With the West Coast, they started out guns blazing the best way they could with the California representation of the Step Brothers, Evidence and Alchemist. Lord Steppington was an early runner to set the tone for what looks to be a dominant run for the state this year, with Alchemist continuing to be a monster on the boards and one of the best producers going today. Evidence is certainly overlooked as well (always) as a capable MC and their chemistry are among the best in rap today. Which is a great segue into rapper/producer chemistry in making the best rap album this year so far.

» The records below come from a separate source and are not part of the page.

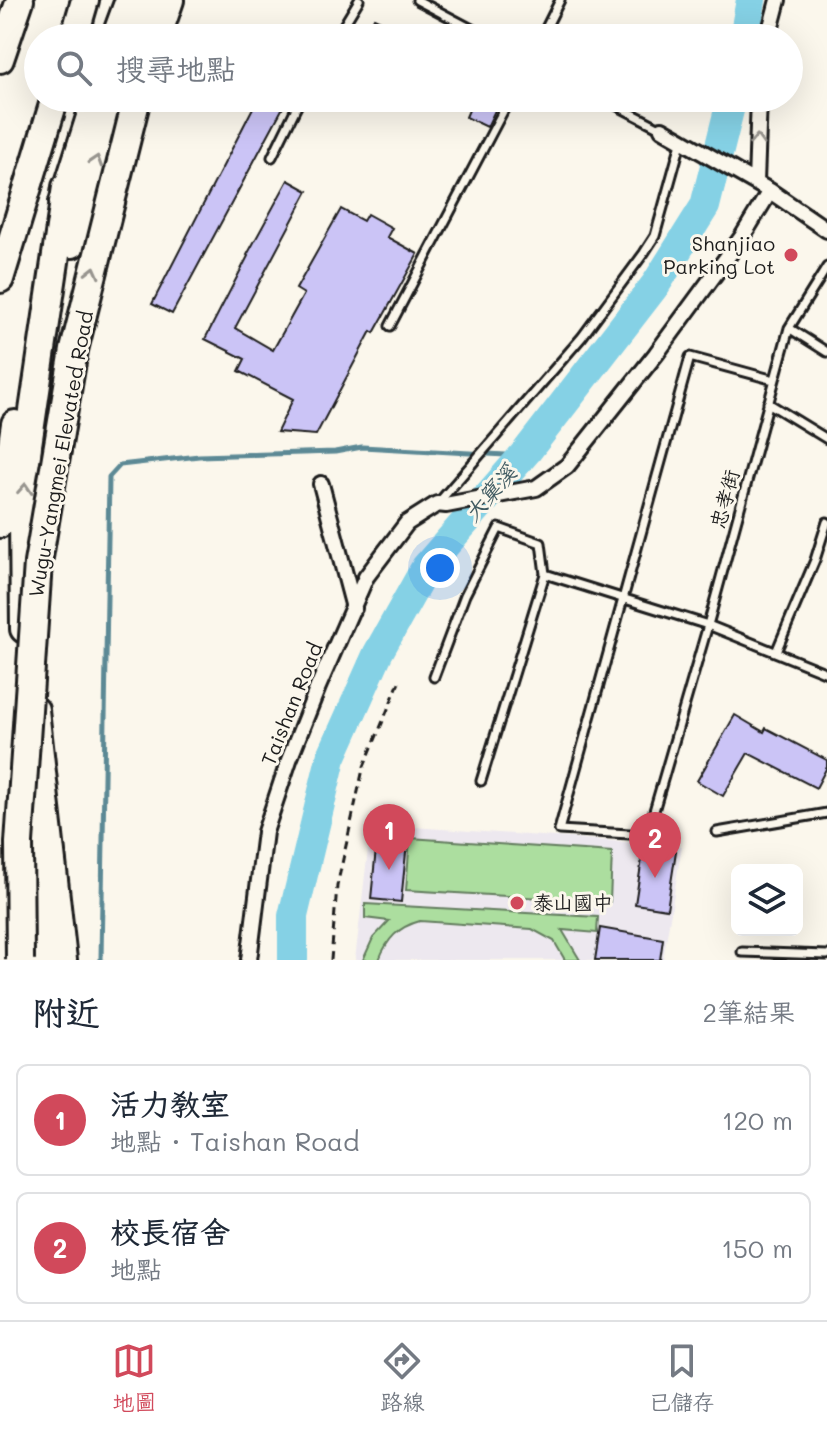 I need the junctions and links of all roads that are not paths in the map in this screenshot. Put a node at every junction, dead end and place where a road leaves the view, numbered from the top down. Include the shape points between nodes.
1 (17, 0) edge
2 (85, 0) edge
3 (129, 0) edge
4 (149, 0) edge
5 (170, 0) edge
6 (359, 0) edge
7 (417, 0) edge
8 (560, 0) edge
9 (778, 0) edge
10 (78, 24) edge
11 (120, 24) edge
12 (141, 24) edge
13 (162, 24) edge
14 (344, 24) edge
15 (462, 24) edge
16 (548, 24) edge
17 (772, 24) edge
18 (0, 41) edge
19 (0, 59) edge
20 (51, 112) edge
21 (91, 112) edge
22 (112, 112) edge
23 (134, 112) edge
24 (294, 112) edge
25 (503, 112) edge
26 (629, 112) edge
27 (758, 112) edge
28 (662, 129) joint
29 (685, 141) junction
30 (272, 157) dead end
31 (756, 182) junction
32 (66, 187) junction
33 (770, 191) junction
34 (827, 230) edge
35 (827, 267) edge
36 (0, 279) edge
37 (390, 326) dead end
38 (789, 328) junction
39 (827, 352) edge
40 (38, 371) junction
41 (774, 380) junction
42 (768, 403) junction
43 (827, 439) edge
44 (321, 484) dead end
45 (442, 504) junction
46 (827, 522) edge
47 (0, 524) edge
48 (545, 574) junction
49 (23, 595) junction
50 (623, 597) junction
51 (354, 609) junction
52 (708, 625) junction
53 (776, 652) junction
54 (827, 673) edge
55 (434, 677) dead end
56 (481, 781) dead end
57 (827, 813) edge
58 (717, 832) dead end
59 (742, 952) dead end
60 (827, 955) edge
61 (20, 960) edge
62 (41, 960) edge
63 (63, 960) edge
64 (249, 960) edge

1 - 18 lane
1 - 19 highway
2 - 10 highway
3 - 11 highway
4 - 12 highway
5 - 13 highway
6 - 14 lane
7 - 15 lane
8 - 16 lane
9 - 17 street
20 - 36 highway
21 - 32 highway
40 -> 22 highway
61 -> 23 highway, Wugu-Yangmei Elevated Road, bridge via 19,843 38,563 74,350
24 - 30 lane
25 - 37 lane
26 - 28 lane
31 -> 27 street
28 - 29 street
29 - 31 street
29 - 45 lane via 655,236 644,253 582,337
31 - 33 street
32 - 40 highway
32 - 47 highway via 29,341
33 - 34 street
33 - 45 street via 656,354 567,466 536,488
35 - 38 lane, 忠孝街
38 - 39 lane
38 - 41 lane, 忠孝街
49 -> 40 highway via 24,504
41 - 42 lane, 忠孝街
41 - 50 lane via 690,357
42 - 43 lane
42 - 52 lane, 忠孝街
44 - 51 street
45 - 51 street, Taishan Road via 407,523 366,577
46 - 53 lane
48 - 50 lane
48 - 55 lane via 541,543 499,528 465,595
48 - 56 lane
49 - 62 highway
49 - 63 highway
50 - 52 lane
50 - 52 lane, 忠孝街 via 559,830 647,835
51 - 64 street, Taishan Road via 289,760 265,832
52 - 53 lane
53 - 54 lane
57 - 58 lane
59 - 60 lane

That album which I am talking about is YG’s debut Def Jam release, My Krazy Life. After years of the label not knowing with to do with him, YG made a conscious effort to help define the sound of the west today with the help of 2014’s wunderkind DJ Mustard. Releasing a slew of mixtapes including his excellent Just Re’d Up 2 last year and a powerful club number in “My Nigga”, Krazy Life finally saw the light of day. Upon listening to it, it gives vibes of another great party album from LA called Doggystyle: packed with humorous skits and personal street narratives over a bounce that evokes Dr. Dre at his most synthesizer obsessive time period. Of course, much of this could be attributed to Kendrick Lamar’s success with good kid, m.A.A.d. city for the Boyz n The Hood tales on wax coming back in full force.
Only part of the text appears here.